My days of getting sucked into the vortex of emotion and the roller coaster of excitement started in 1986, when I was old enough to memorize every player and jersey number on the Browns and Indians. Number 19 was the only number I would look for in packs of football cards. Cory Snyder and Joe Carter were the only Indians I would love til Sandy Alomar Jr and then later the whole 1995-1997 teams. It is hard to stomach how the economical landscape of my beloved city has driven talent away, knowing it will take lottery picks and luck to peice a team together for even minimal success. It is also hard for me to explain to my wife, who is not American, how much and how great and how good it feels to be from a city like Cleveland, where so many great things have happened and so many talented athletes have played. She doesn’t get it, she chooses not to and this is fine, but it only makes my point clearer to me: IF YOU ARE NOT FROM HERE, YOU WON’T KNOW WHAT IT IS LIKE!
I will never turn my back on my city, I will always wait for next year, I will always keep the faintest glimmer of hope in my heart and in my mind, I will still be from the greatest city a man can be from.
Thank you and GO TRIBE!
I was raised in a small town about an hour north of Dayton and now live in Columbus. As a child, I also was a fan of players (both NFL and NBA; I loathe baseball) more than I was of teams, and I certainly didn’t inherit my allegiance to Cleveland sports from my family. Proximity might suggest I become a Bengals fan, but I loathe the franchise and I tell myself that it is mostly due to Mike Brown.
Both sides of my family were raised just south of Toledo.
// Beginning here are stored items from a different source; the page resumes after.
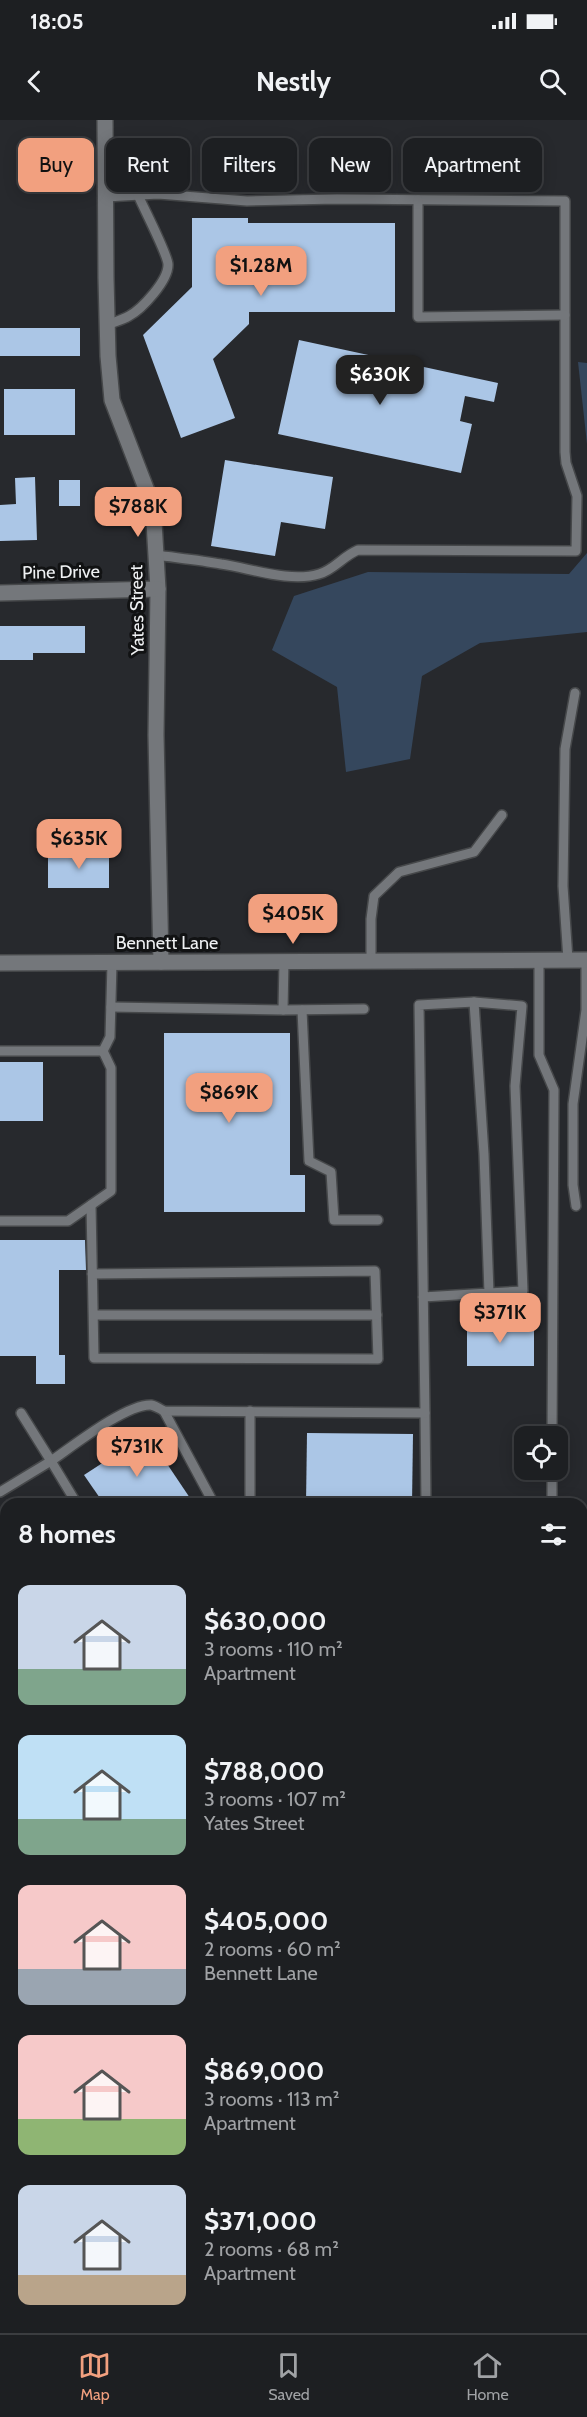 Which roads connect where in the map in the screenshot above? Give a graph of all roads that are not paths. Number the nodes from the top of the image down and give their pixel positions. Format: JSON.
{"nodes":[{"id":1,"x":105,"y":120,"type":"edge"},
{"id":2,"x":138,"y":195,"type":"junction"},
{"id":3,"x":105,"y":197,"type":"junction"},
{"id":4,"x":418,"y":200,"type":"junction"},
{"id":5,"x":565,"y":315,"type":"junction"},
{"id":6,"x":107,"y":325,"type":"junction"},
{"id":7,"x":156,"y":555,"type":"junction"},
{"id":8,"x":158,"y":590,"type":"junction"},
{"id":9,"x":0,"y":593,"type":"edge"},
{"id":10,"x":575,"y":693,"type":"dead end"},
{"id":11,"x":502,"y":815,"type":"dead end"},
{"id":12,"x":539,"y":960,"type":"junction"},
{"id":13,"x":568,"y":960,"type":"junction"},
{"id":14,"x":587,"y":960,"type":"edge"},
{"id":15,"x":284,"y":961,"type":"junction"},
{"id":16,"x":371,"y":961,"type":"junction"},
{"id":17,"x":160,"y":962,"type":"junction"},
{"id":18,"x":0,"y":963,"type":"edge"},
{"id":19,"x":112,"y":963,"type":"junction"},
{"id":20,"x":474,"y":1002,"type":"junction"},
{"id":21,"x":111,"y":1007,"type":"junction"},
{"id":22,"x":364,"y":1009,"type":"dead end"},
{"id":23,"x":282,"y":1010,"type":"junction"},
{"id":24,"x":302,"y":1010,"type":"junction"},
{"id":25,"x":0,"y":1051,"type":"edge"},
{"id":26,"x":103,"y":1051,"type":"junction"},
{"id":27,"x":91,"y":1205,"type":"junction"},
{"id":28,"x":576,"y":1206,"type":"dead end"},
{"id":29,"x":378,"y":1220,"type":"dead end"},
{"id":30,"x":0,"y":1221,"type":"edge"},
{"id":31,"x":92,"y":1274,"type":"junction"},
{"id":32,"x":489,"y":1293,"type":"junction"},
{"id":33,"x":423,"y":1297,"type":"junction"},
{"id":34,"x":93,"y":1315,"type":"junction"},
{"id":35,"x":377,"y":1316,"type":"junction"},
{"id":36,"x":164,"y":1411,"type":"junction"},
{"id":37,"x":250,"y":1411,"type":"junction"},
{"id":38,"x":21,"y":1413,"type":"dead end"},
{"id":39,"x":425,"y":1413,"type":"junction"},
{"id":40,"x":552,"y":1426,"type":"edge"},
{"id":41,"x":51,"y":1461,"type":"junction"},
{"id":42,"x":552,"y":1480,"type":"edge"},
{"id":43,"x":0,"y":1492,"type":"edge"},
{"id":44,"x":73,"y":1498,"type":"edge"},
{"id":45,"x":211,"y":1498,"type":"edge"},
{"id":46,"x":250,"y":1498,"type":"edge"},
{"id":47,"x":426,"y":1498,"type":"edge"},
{"id":48,"x":552,"y":1498,"type":"edge"}],
"edges":[{"from":1,"to":3,"type":"street","name":"Yates Street"},
{"from":2,"to":3,"type":"lane"},
{"from":2,"to":4,"type":"lane"},
{"from":2,"to":6,"type":"lane"},
{"from":3,"to":6,"type":"street","name":"Yates Street"},
{"from":4,"to":5,"type":"lane"},
{"from":4,"to":5,"type":"lane"},
{"from":5,"to":7,"type":"lane"},
{"from":6,"to":7,"type":"street","name":"Yates Street"},
{"from":7,"to":8,"type":"street","name":"Yates Street"},
{"from":8,"to":9,"type":"street","name":"Pine Drive"},
{"from":8,"to":17,"type":"street","name":"Yates Street"},
{"from":10,"to":13,"type":"lane"},
{"from":11,"to":16,"type":"lane"},
{"from":12,"to":13,"type":"street","name":"Bennett Lane"},
{"from":12,"to":16,"type":"street","name":"Bennett Lane"},
{"from":12,"to":40,"type":"lane"},
{"from":13,"to":14,"type":"street","name":"Bennett Lane"},
{"from":14,"to":28,"type":"lane"},
{"from":15,"to":16,"type":"street","name":"Bennett Lane"},
{"from":15,"to":17,"type":"street","name":"Bennett Lane"},
{"from":15,"to":23,"type":"lane"},
{"from":17,"to":19,"type":"street","name":"Bennett Lane"},
{"from":18,"to":19,"type":"street","name":"Bennett Lane"},
{"from":19,"to":21,"type":"lane"},
{"from":20,"to":32,"type":"lane"},
{"from":20,"to":32,"type":"lane"},
{"from":20,"to":33,"type":"lane"},
{"from":21,"to":23,"type":"lane"},
{"from":21,"to":26,"type":"lane"},
{"from":22,"to":24,"type":"lane"},
{"from":23,"to":24,"type":"lane"},
{"from":24,"to":29,"type":"lane"},
{"from":25,"to":26,"type":"lane"},
{"from":26,"to":27,"type":"lane"},
{"from":27,"to":30,"type":"lane"},
{"from":27,"to":31,"type":"lane"},
{"from":31,"to":34,"type":"lane"},
{"from":31,"to":35,"type":"lane"},
{"from":32,"to":33,"type":"lane"},
{"from":33,"to":39,"type":"lane"},
{"from":34,"to":35,"type":"lane"},
{"from":34,"to":35,"type":"lane"},
{"from":36,"to":37,"type":"lane"},
{"from":36,"to":41,"type":"lane"},
{"from":36,"to":45,"type":"lane"},
{"from":37,"to":39,"type":"lane"},
{"from":37,"to":46,"type":"lane"},
{"from":38,"to":41,"type":"lane"},
{"from":39,"to":47,"type":"lane"},
{"from":41,"to":43,"type":"lane"},
{"from":41,"to":44,"type":"lane"},
{"from":42,"to":48,"type":"lane"}]} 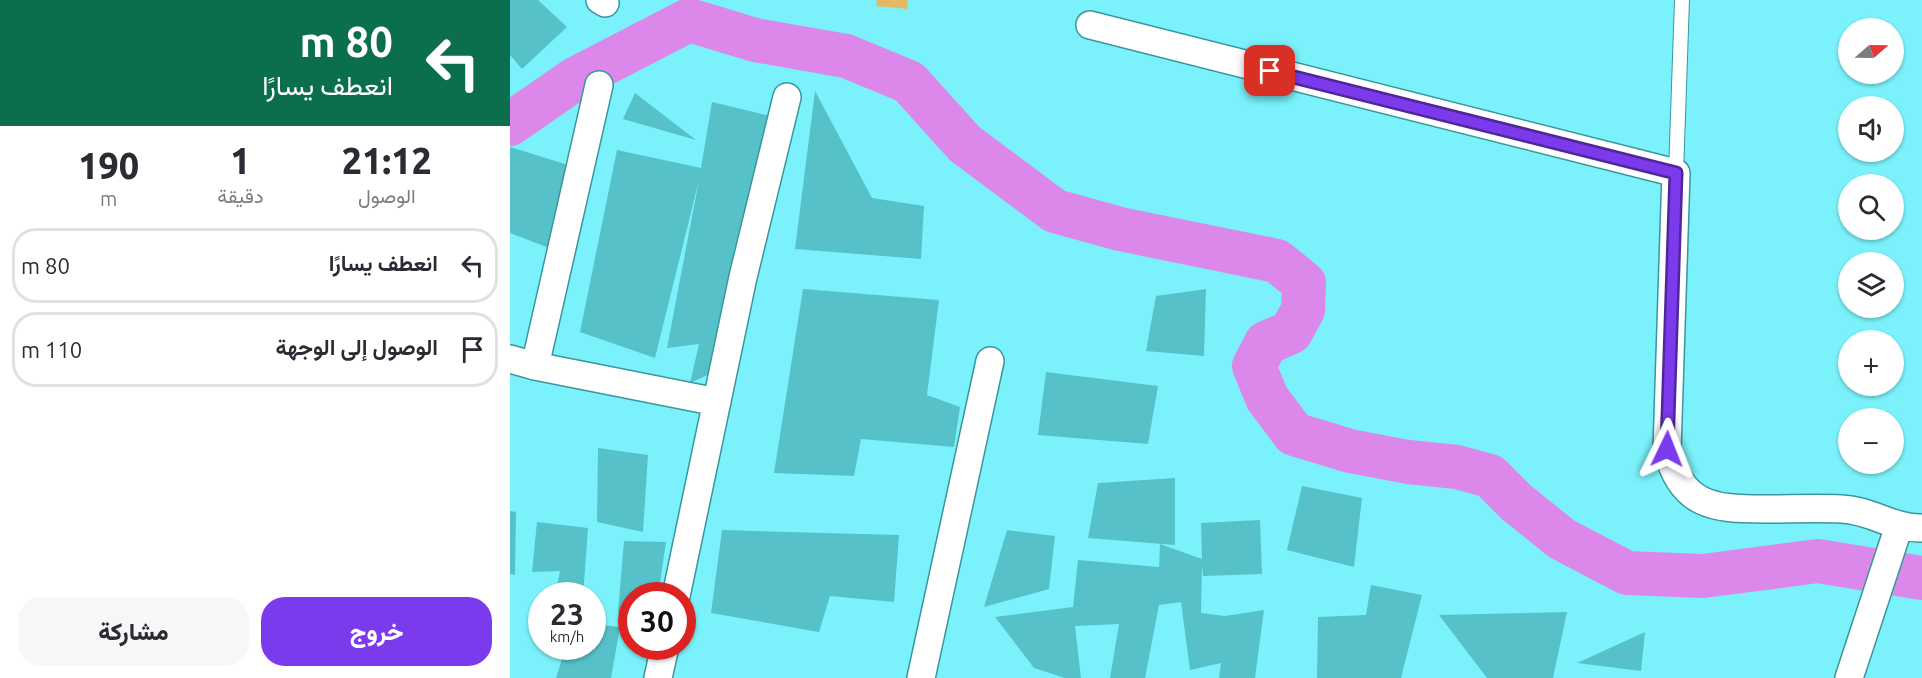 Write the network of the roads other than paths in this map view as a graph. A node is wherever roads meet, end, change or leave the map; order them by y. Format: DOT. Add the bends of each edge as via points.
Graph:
graph roads {
  1 [pos="1682,0"];
  2 [pos="1090,25"];
  3 [pos="599,85"];
  4 [pos="787,97"];
  5 [pos="1676,173"];
  6 [pos="990,361"];
  7 [pos="522,362"];
  8 [pos="717,402"];
  9 [pos="1911,527"];
  10 [pos="679,582"];
  11 [pos="662,660"];
  12 [pos="658,678"];
  13 [pos="921,678"];
  14 [pos="1849,678"];
  1 -- 5 [label="lane"];
  2 -- 5 [label="street"];
  3 -- 7 [label="street"];
  4 -- 8 [label="street"];
  5 -- 9 [label="street" via="1667,449 1676,476 1695,497 1721,508 1843,509"];
  6 -- 13 [label="street"];
  7 -- 8 [label="street"];
  8 -- 10 [label="street"];
  9 -- 14 [label="street" via="1871,609"];
  11 -- 12 [label="street"];
}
My paternal side of the family is more a fan of sport than they are of any team or city, and I think this is a result of having lived in Florida for a few years before coming back to start a family in Midwest Ohio. My maternal side of the family is similar, but they tend to root for Detroit teams if any. Aside from a brief stay in Michigan, they have lived in western Ohio their entire lives. I have a soft spot for the Lions because of this.
I’m not sure when or why my love for the Cleveland Browns started (sometime in High School, 01-05,) but it has continued to grow ever since. I started following the Cavaliers when Lebron James arrived; call me a front runner if you must. I watched 90% of their games in my college dorm with my roommate (a much more avid Cleveland fan than I was at the time) during the 05-06 season and have kept up the habit ever since. I used to love Lebron James, as all of us did. My interest in that Cavaliers team also fueled my interest in the Browns, and I am now an unconditional fan of Cleveland sports (save for baseball, though I wish the Tribe the best.)
To answer Ben’s questions…
1.)If the Browns or the Cavaliers were to leave Cleveland, I would no longer be a fan of either team. I would wait until a team returned to Cleveland before I invested so much of myself (emotionally and financially) into another franchise.
2.)When Lebron left, I went through the same stages of grief that we all experienced. Since his departure, my love for the cavaliers has only intensified, and in turn so has my love for the NBA in general. I have accepted our situation, and have reason to hope for the future (Kyrie, but before we even drafted him it was Dan Gilbert’s money and will.) I still watch 90% of the Cavs games, and have even attended 4 of them over the past two years; I never went to a game while Lebron was in town. Cleveland and the Association owe a lot more to Lebron James than just the wins, national spotlight, economic boost, etc. while he was here. If it weren’t for Lebron James, I probably would never have become a rabid Cavalier or NBA fan. They’ll continue to get my attention and money for the foreseeable future.